[Start of section]

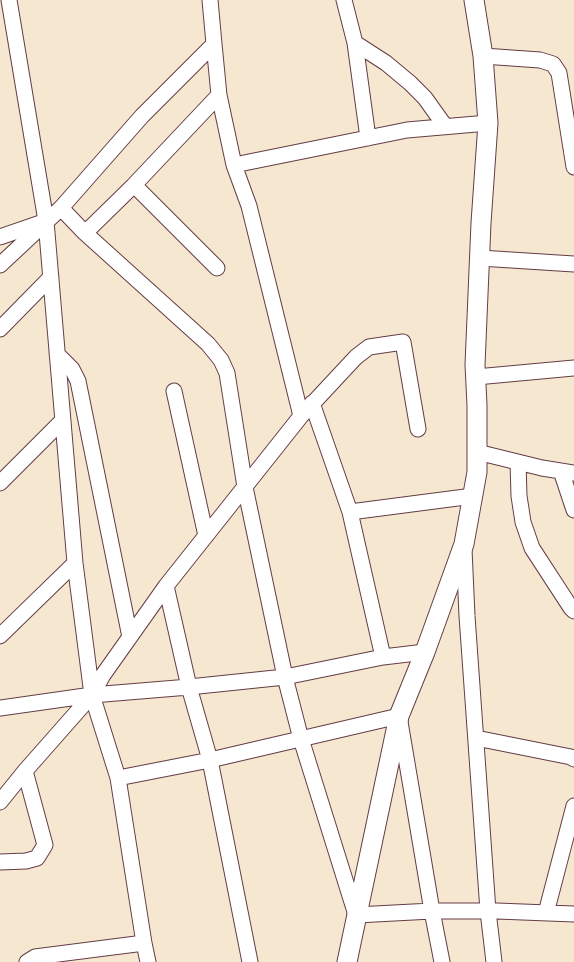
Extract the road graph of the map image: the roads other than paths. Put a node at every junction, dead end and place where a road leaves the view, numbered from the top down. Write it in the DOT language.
graph roads {
  1 [pos="9,0"];
  2 [pos="210,0"];
  3 [pos="344,0"];
  4 [pos="474,0"];
  5 [pos="356,43"];
  6 [pos="214,44"];
  7 [pos="483,56"];
  8 [pos="219,94"];
  9 [pos="488,124"];
  10 [pos="445,126"];
  11 [pos="368,138"];
  12 [pos="234,165"];
  13 [pos="574,167"];
  14 [pos="134,185"];
  15 [pos="61,208"];
  16 [pos="46,221"];
  17 [pos="85,233"];
  18 [pos="0,237"];
  19 [pos="480,258"];
  20 [pos="574,264"];
  21 [pos="0,266"];
  22 [pos="217,268"];
  23 [pos="51,278"];
  24 [pos="0,329"];
  25 [pos="57,354"];
  26 [pos="574,368"];
  27 [pos="476,377"];
  28 [pos="174,391"];
  29 [pos="312,403"];
  30 [pos="300,416"];
  31 [pos="63,420"];
  32 [pos="418,430"];
  33 [pos="476,452"];
  34 [pos="518,462"];
  35 [pos="568,472"];
  36 [pos="0,483"];
  37 [pos="245,487"];
  38 [pos="473,496"];
  39 [pos="574,510"];
  40 [pos="350,512"];
  41 [pos="206,536"];
  42 [pos="464,544"];
  43 [pos="75,563"];
  44 [pos="166,586"];
  45 [pos="574,611"];
  46 [pos="0,636"];
  47 [pos="130,637"];
  48 [pos="425,652"];
  49 [pos="383,657"];
  50 [pos="285,676"];
  51 [pos="189,688"];
  52 [pos="92,695"];
  53 [pos="0,708"];
  54 [pos="399,716"];
  55 [pos="476,738"];
  56 [pos="301,739"];
  57 [pos="574,759"];
  58 [pos="210,760"];
  59 [pos="25,771"];
  60 [pos="118,778"];
  61 [pos="0,802"];
  62 [pos="574,806"];
  63 [pos="0,862"];
  64 [pos="432,911"];
  65 [pos="488,911"];
  66 [pos="546,913"];
  67 [pos="356,914"];
  68 [pos="574,914"];
  69 [pos="144,943"];
  70 [pos="27,962"];
  71 [pos="148,962"];
  72 [pos="250,962"];
  73 [pos="347,962"];
  74 [pos="442,962"];
  75 [pos="494,962"];
  1 -- 16 [label="street"];
  2 -- 6 [label="street"];
  3 -- 5 [label="street"];
  4 -- 7 [label="street"];
  5 -- 10 [label="street"];
  5 -- 11 [label="street"];
  6 -- 8 [label="street"];
  6 -- 15 [label="street"];
  7 -- 9 [label="street"];
  7 -- 13 [label="street"];
  8 -- 12 [label="street"];
  8 -- 14 [label="street"];
  9 -- 10 [label="street"];
  9 -- 19 [label="street"];
  10 -- 11 [label="street"];
  11 -- 12 [label="street"];
  12 -- 30 [label="street"];
  14 -- 17 [label="street"];
  14 -- 22 [label="street"];
  15 -- 16 [label="street"];
  15 -- 17 [label="street"];
  16 -- 18 [label="street"];
  16 -- 21 [label="street"];
  16 -- 23 [label="street"];
  17 -- 37 [label="street"];
  19 -- 20 [label="street"];
  19 -- 27 [label="street"];
  23 -- 24 [label="street"];
  23 -- 25 [label="street"];
  25 -- 31 [label="street"];
  25 -- 47 [label="street"];
  26 -- 27 [label="street"];
  27 -- 33 [label="street"];
  28 -- 41 [label="street"];
  29 -- 30 [label="street"];
  29 -- 32 [label="street"];
  29 -- 40 [label="street"];
  30 -- 37 [label="street"];
  31 -- 36 [label="street"];
  31 -- 43 [label="street"];
  33 -- 34 [label="street"];
  33 -- 38 [label="street"];
  34 -- 35 [label="street"];
  34 -- 45 [label="street"];
  35 -- 39 [label="street"];
  37 -- 41 [label="street"];
  37 -- 50 [label="street"];
  38 -- 40 [label="street"];
  38 -- 42 [label="street"];
  40 -- 49 [label="street"];
  41 -- 44 [label="street"];
  42 -- 48 [label="street"];
  42 -- 55 [label="street"];
  43 -- 46 [label="street"];
  43 -- 52 [label="street"];
  44 -- 47 [label="street"];
  44 -- 51 [label="street"];
  47 -- 52 [label="street"];
  48 -- 49 [label="street"];
  48 -- 54 [label="street"];
  49 -- 50 [label="street"];
  50 -- 51 [label="street"];
  50 -- 56 [label="street"];
  51 -- 52 [label="street"];
  51 -- 58 [label="street"];
  52 -- 53 [label="street"];
  52 -- 59 [label="street"];
  52 -- 60 [label="street"];
  54 -- 56 [label="street"];
  54 -- 64 [label="street"];
  54 -- 67 [label="street"];
  55 -- 57 [label="street"];
  55 -- 65 [label="street"];
  56 -- 58 [label="street"];
  56 -- 67 [label="street"];
  58 -- 60 [label="street"];
  58 -- 72 [label="street"];
  59 -- 61 [label="street"];
  59 -- 63 [label="street"];
  60 -- 69 [label="street"];
  62 -- 66 [label="street"];
  64 -- 65 [label="street"];
  64 -- 67 [label="street"];
  64 -- 74 [label="street"];
  65 -- 66 [label="street"];
  65 -- 75 [label="street"];
  66 -- 68 [label="street"];
  67 -- 73 [label="street"];
  69 -- 70 [label="street"];
  69 -- 71 [label="street"];
}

[End of section]

Set down the data again, exactly, without images.

Extract the road graph of the map image: the roads other than paths. Put a node at every junction, dead end and place where a road leaves the view, numbered from the top down. Write it in the DOT language.
graph roads {
  1 [pos="9,0"];
  2 [pos="210,0"];
  3 [pos="344,0"];
  4 [pos="474,0"];
  5 [pos="356,43"];
  6 [pos="214,44"];
  7 [pos="483,56"];
  8 [pos="219,94"];
  9 [pos="488,124"];
  10 [pos="445,126"];
  11 [pos="368,138"];
  12 [pos="234,165"];
  13 [pos="574,167"];
  14 [pos="134,185"];
  15 [pos="61,208"];
  16 [pos="46,221"];
  17 [pos="85,233"];
  18 [pos="0,237"];
  19 [pos="480,258"];
  20 [pos="574,264"];
  21 [pos="0,266"];
  22 [pos="217,268"];
  23 [pos="51,278"];
  24 [pos="0,329"];
  25 [pos="57,354"];
  26 [pos="574,368"];
  27 [pos="476,377"];
  28 [pos="174,391"];
  29 [pos="312,403"];
  30 [pos="300,416"];
  31 [pos="63,420"];
  32 [pos="418,430"];
  33 [pos="476,452"];
  34 [pos="518,462"];
  35 [pos="568,472"];
  36 [pos="0,483"];
  37 [pos="245,487"];
  38 [pos="473,496"];
  39 [pos="574,510"];
  40 [pos="350,512"];
  41 [pos="206,536"];
  42 [pos="464,544"];
  43 [pos="75,563"];
  44 [pos="166,586"];
  45 [pos="574,611"];
  46 [pos="0,636"];
  47 [pos="130,637"];
  48 [pos="425,652"];
  49 [pos="383,657"];
  50 [pos="285,676"];
  51 [pos="189,688"];
  52 [pos="92,695"];
  53 [pos="0,708"];
  54 [pos="399,716"];
  55 [pos="476,738"];
  56 [pos="301,739"];
  57 [pos="574,759"];
  58 [pos="210,760"];
  59 [pos="25,771"];
  60 [pos="118,778"];
  61 [pos="0,802"];
  62 [pos="574,806"];
  63 [pos="0,862"];
  64 [pos="432,911"];
  65 [pos="488,911"];
  66 [pos="546,913"];
  67 [pos="356,914"];
  68 [pos="574,914"];
  69 [pos="144,943"];
  70 [pos="27,962"];
  71 [pos="148,962"];
  72 [pos="250,962"];
  73 [pos="347,962"];
  74 [pos="442,962"];
  75 [pos="494,962"];
  1 -- 16 [label="street"];
  2 -- 6 [label="street"];
  3 -- 5 [label="street"];
  4 -- 7 [label="street"];
  5 -- 10 [label="street"];
  5 -- 11 [label="street"];
  6 -- 8 [label="street"];
  6 -- 15 [label="street"];
  7 -- 9 [label="street"];
  7 -- 13 [label="street"];
  8 -- 12 [label="street"];
  8 -- 14 [label="street"];
  9 -- 10 [label="street"];
  9 -- 19 [label="street"];
  10 -- 11 [label="street"];
  11 -- 12 [label="street"];
  12 -- 30 [label="street"];
  14 -- 17 [label="street"];
  14 -- 22 [label="street"];
  15 -- 16 [label="street"];
  15 -- 17 [label="street"];
  16 -- 18 [label="street"];
  16 -- 21 [label="street"];
  16 -- 23 [label="street"];
  17 -- 37 [label="street"];
  19 -- 20 [label="street"];
  19 -- 27 [label="street"];
  23 -- 24 [label="street"];
  23 -- 25 [label="street"];
  25 -- 31 [label="street"];
  25 -- 47 [label="street"];
  26 -- 27 [label="street"];
  27 -- 33 [label="street"];
  28 -- 41 [label="street"];
  29 -- 30 [label="street"];
  29 -- 32 [label="street"];
  29 -- 40 [label="street"];
  30 -- 37 [label="street"];
  31 -- 36 [label="street"];
  31 -- 43 [label="street"];
  33 -- 34 [label="street"];
  33 -- 38 [label="street"];
  34 -- 35 [label="street"];
  34 -- 45 [label="street"];
  35 -- 39 [label="street"];
  37 -- 41 [label="street"];
  37 -- 50 [label="street"];
  38 -- 40 [label="street"];
  38 -- 42 [label="street"];
  40 -- 49 [label="street"];
  41 -- 44 [label="street"];
  42 -- 48 [label="street"];
  42 -- 55 [label="street"];
  43 -- 46 [label="street"];
  43 -- 52 [label="street"];
  44 -- 47 [label="street"];
  44 -- 51 [label="street"];
  47 -- 52 [label="street"];
  48 -- 49 [label="street"];
  48 -- 54 [label="street"];
  49 -- 50 [label="street"];
  50 -- 51 [label="street"];
  50 -- 56 [label="street"];
  51 -- 52 [label="street"];
  51 -- 58 [label="street"];
  52 -- 53 [label="street"];
  52 -- 59 [label="street"];
  52 -- 60 [label="street"];
  54 -- 56 [label="street"];
  54 -- 64 [label="street"];
  54 -- 67 [label="street"];
  55 -- 57 [label="street"];
  55 -- 65 [label="street"];
  56 -- 58 [label="street"];
  56 -- 67 [label="street"];
  58 -- 60 [label="street"];
  58 -- 72 [label="street"];
  59 -- 61 [label="street"];
  59 -- 63 [label="street"];
  60 -- 69 [label="street"];
  62 -- 66 [label="street"];
  64 -- 65 [label="street"];
  64 -- 67 [label="street"];
  64 -- 74 [label="street"];
  65 -- 66 [label="street"];
  65 -- 75 [label="street"];
  66 -- 68 [label="street"];
  67 -- 73 [label="street"];
  69 -- 70 [label="street"];
  69 -- 71 [label="street"];
}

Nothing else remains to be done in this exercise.